Your instructions
Please give the number of lines in the entries below that hold "Salem", with no other words.

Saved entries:
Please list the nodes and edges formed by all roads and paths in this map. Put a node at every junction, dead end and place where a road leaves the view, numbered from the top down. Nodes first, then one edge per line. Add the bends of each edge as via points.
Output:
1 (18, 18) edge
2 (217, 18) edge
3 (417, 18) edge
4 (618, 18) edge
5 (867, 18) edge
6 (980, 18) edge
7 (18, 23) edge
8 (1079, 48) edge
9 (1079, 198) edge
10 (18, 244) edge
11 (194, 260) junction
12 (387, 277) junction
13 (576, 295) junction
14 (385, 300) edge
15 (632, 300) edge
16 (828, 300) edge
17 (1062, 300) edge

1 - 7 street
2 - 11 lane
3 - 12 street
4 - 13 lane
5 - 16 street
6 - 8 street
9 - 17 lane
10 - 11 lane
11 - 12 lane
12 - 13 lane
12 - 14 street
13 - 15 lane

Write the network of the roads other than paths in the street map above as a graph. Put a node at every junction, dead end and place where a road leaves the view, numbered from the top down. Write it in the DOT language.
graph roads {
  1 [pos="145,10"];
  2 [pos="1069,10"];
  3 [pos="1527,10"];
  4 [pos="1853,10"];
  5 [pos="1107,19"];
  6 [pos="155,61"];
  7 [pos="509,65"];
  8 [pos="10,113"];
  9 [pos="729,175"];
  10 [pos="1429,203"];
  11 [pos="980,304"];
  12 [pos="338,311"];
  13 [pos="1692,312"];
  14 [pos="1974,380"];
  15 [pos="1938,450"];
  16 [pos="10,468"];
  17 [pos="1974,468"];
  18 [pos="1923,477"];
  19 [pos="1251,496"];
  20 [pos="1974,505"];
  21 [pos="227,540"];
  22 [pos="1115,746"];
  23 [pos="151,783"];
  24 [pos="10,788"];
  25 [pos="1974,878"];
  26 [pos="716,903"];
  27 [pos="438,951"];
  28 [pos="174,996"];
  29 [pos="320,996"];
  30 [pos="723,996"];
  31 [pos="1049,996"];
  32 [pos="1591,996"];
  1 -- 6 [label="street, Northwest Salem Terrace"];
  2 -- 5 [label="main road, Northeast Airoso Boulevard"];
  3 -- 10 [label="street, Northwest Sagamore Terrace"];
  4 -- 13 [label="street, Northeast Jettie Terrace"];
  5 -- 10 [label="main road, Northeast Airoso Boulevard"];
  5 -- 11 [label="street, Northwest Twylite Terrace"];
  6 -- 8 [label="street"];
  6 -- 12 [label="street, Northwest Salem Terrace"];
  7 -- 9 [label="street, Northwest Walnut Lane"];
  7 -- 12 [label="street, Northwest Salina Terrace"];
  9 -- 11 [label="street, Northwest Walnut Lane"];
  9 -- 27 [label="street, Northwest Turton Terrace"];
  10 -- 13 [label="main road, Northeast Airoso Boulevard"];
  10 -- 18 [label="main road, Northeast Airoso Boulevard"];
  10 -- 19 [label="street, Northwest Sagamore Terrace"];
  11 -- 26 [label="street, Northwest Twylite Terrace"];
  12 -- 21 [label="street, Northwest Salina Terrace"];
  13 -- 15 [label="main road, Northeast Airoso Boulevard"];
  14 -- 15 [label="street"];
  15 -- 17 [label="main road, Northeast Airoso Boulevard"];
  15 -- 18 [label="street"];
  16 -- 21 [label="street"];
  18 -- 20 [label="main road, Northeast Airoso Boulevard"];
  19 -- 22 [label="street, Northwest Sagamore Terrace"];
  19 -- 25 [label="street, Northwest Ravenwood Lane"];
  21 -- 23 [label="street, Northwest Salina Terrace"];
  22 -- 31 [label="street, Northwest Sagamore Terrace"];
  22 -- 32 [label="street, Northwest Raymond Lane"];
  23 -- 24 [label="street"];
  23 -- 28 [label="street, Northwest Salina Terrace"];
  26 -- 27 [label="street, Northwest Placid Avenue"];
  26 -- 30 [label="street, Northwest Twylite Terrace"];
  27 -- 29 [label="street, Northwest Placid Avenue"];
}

Written response
2